September 29, 2016 / 9:39 AM / 10 months ago

Vestager says EU may review small but data-rich M&A deals

2 Min Read

European Competition Commissioner Margrethe Vestager holds a news conference at the EU Commission headquarters in Brussels, Belgium, July 14, 2016.Francois Lenoir

BRUSSELS (Reuters) - EU regulators are considering whether companies that gain access to valuable data via small M&A deals should seek approval for these acquisitions to ensure that they will not hurt competition, the EU's antitrust chief said on Thursday.

European Competition Commissioner Margrethe Vestager's comments come alongside an increasing focus by regulators globally on privacy and the possibility that some companies may buy data-rich rivals to lock in users and squeeze out competitors.

"A company might even buy up a rival just to get hold of its data, even though it hasn't yet managed to turn that data into money," Vestager told a conference organised by consumer group BEUC and the European Data Protection Supervisor (EDPS).

"We are therefore exploring whether we need to start looking at mergers with valuable data involved, even though the company that owns it doesn't have a large turnover," she said.

EU merger rules currently apply to mergers where the annual turnover of the combined businesses exceeds specified thresholds in terms of global and European sales.

The European Commission plans to seek feedback from the public and interested parties before making any decision.
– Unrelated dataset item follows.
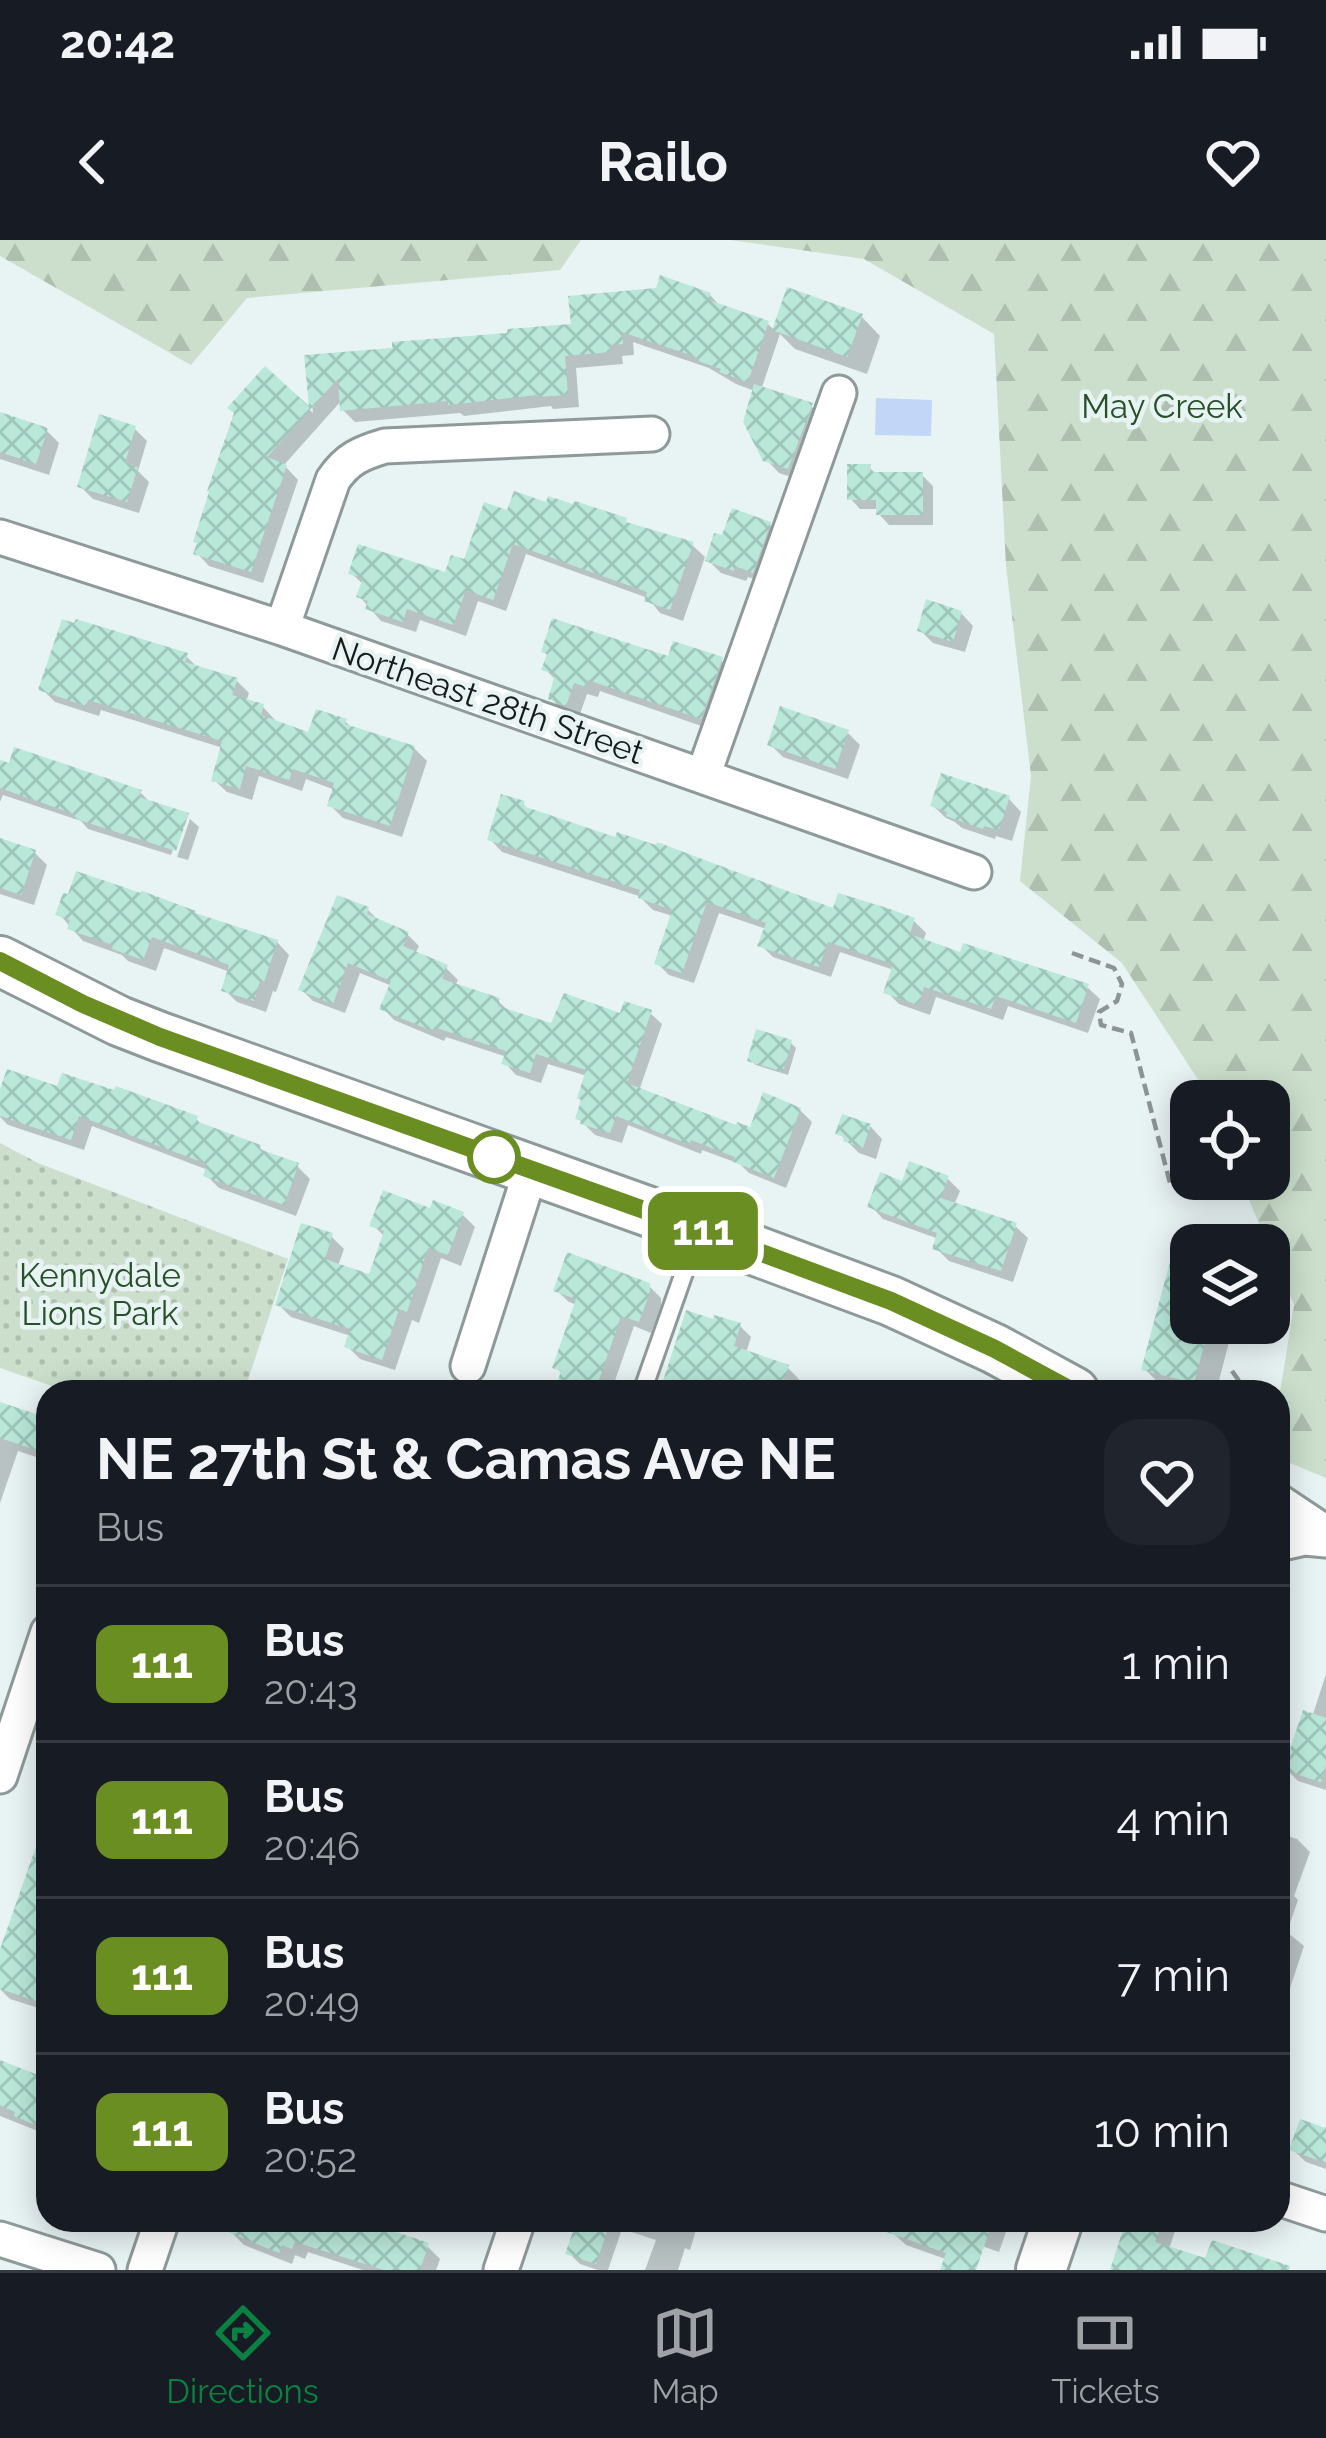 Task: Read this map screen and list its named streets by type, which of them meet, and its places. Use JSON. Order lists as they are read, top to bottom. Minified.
{"streets":{"street":["Northeast 28th Street"]},"parks":["May Creek","Kennydale Lions Park"],"lines":["bus line 111"],"page":{"status":"20:42","header":"Railo","on_map":"111","heading":["NE 27th St & Camas Ave NE","Bus"],"list":[{"mark":"111","name":"Bus","note":"20:43","value":"1 min"},{"mark":"111","name":"Bus","note":"20:46","value":"4 min"},{"mark":"111","name":"Bus","note":"20:49","value":"7 min"},{"mark":"111","name":"Bus","note":"20:52","value":"10 min"}],"tabs":["Directions","Map","Tickets"]}} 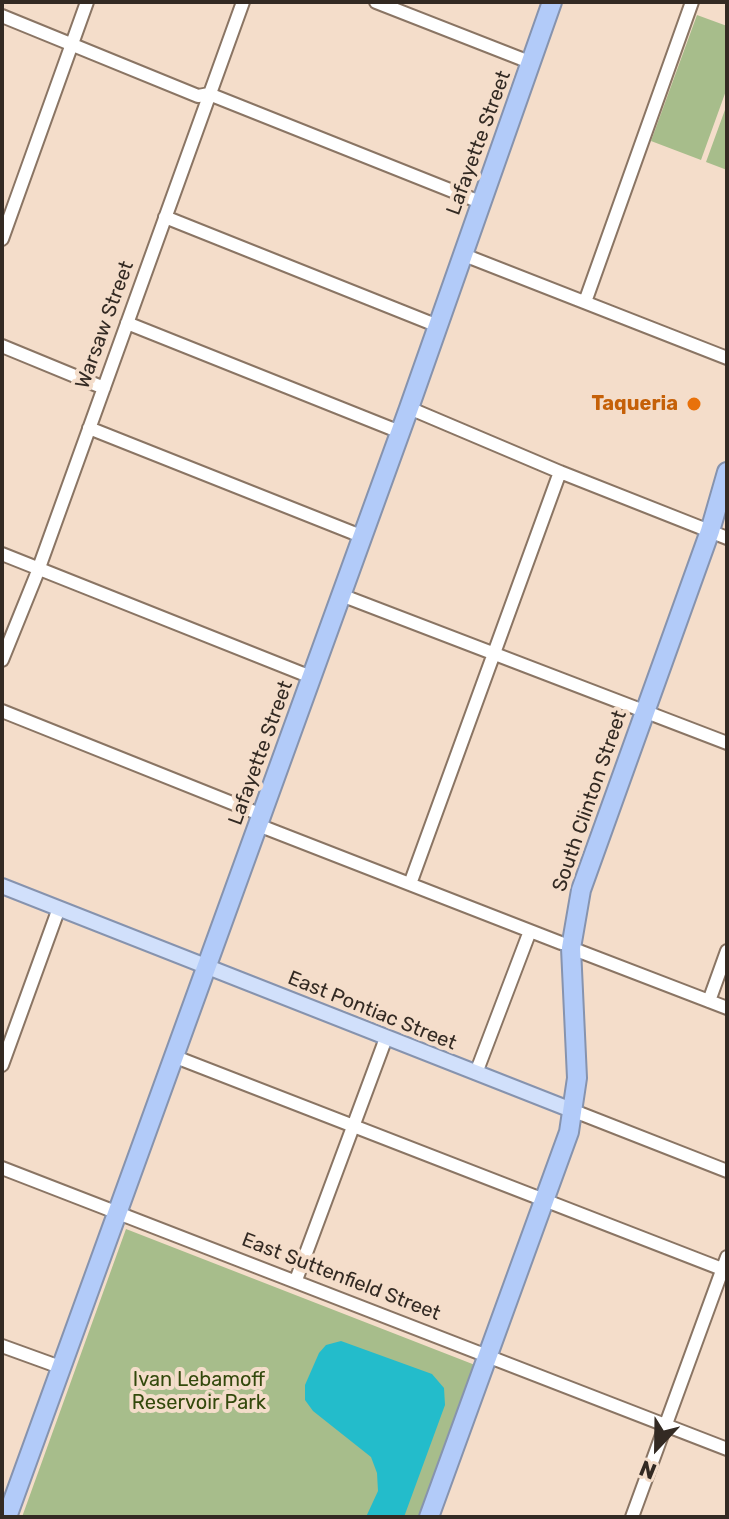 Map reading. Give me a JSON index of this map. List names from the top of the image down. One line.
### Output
{"streets":{"highway":["Lafayette Street","South Clinton Street"],"main road":["East Pontiac Street"],"street":["Warsaw Street","East Suttenfield Street"]},"crossings":[["Lafayette Street","East Pontiac Street"],["Lafayette Street","East Suttenfield Street"],["South Clinton Street","East Pontiac Street"],["South Clinton Street","East Suttenfield Street"]],"parks":["Ivan Lebamoff Reservoir Park"],"places":["Taqueria"],"north":"bottom"}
"We hope to start a public consultation very soon on should we supplement, complement our merger thresholds which are now turnover thresholds when it comes to data but also knowledge as such," Vestager told reporters, saying the subject would also include patents which are not covered for now.

Vestager, who will rule in the coming weeks on Microsoft's (MSFT.O) $26.2 billion bid for social media company LinkedIn Corp LNKD.N in its biggest-ever deal, said the onus was on companies to behave themselves.

"Those who work with big data need to take this (users' concerns) seriously. It's up to them to convince people that they will use data properly ... So I will keep a close eye on how companies use data," she told the conference.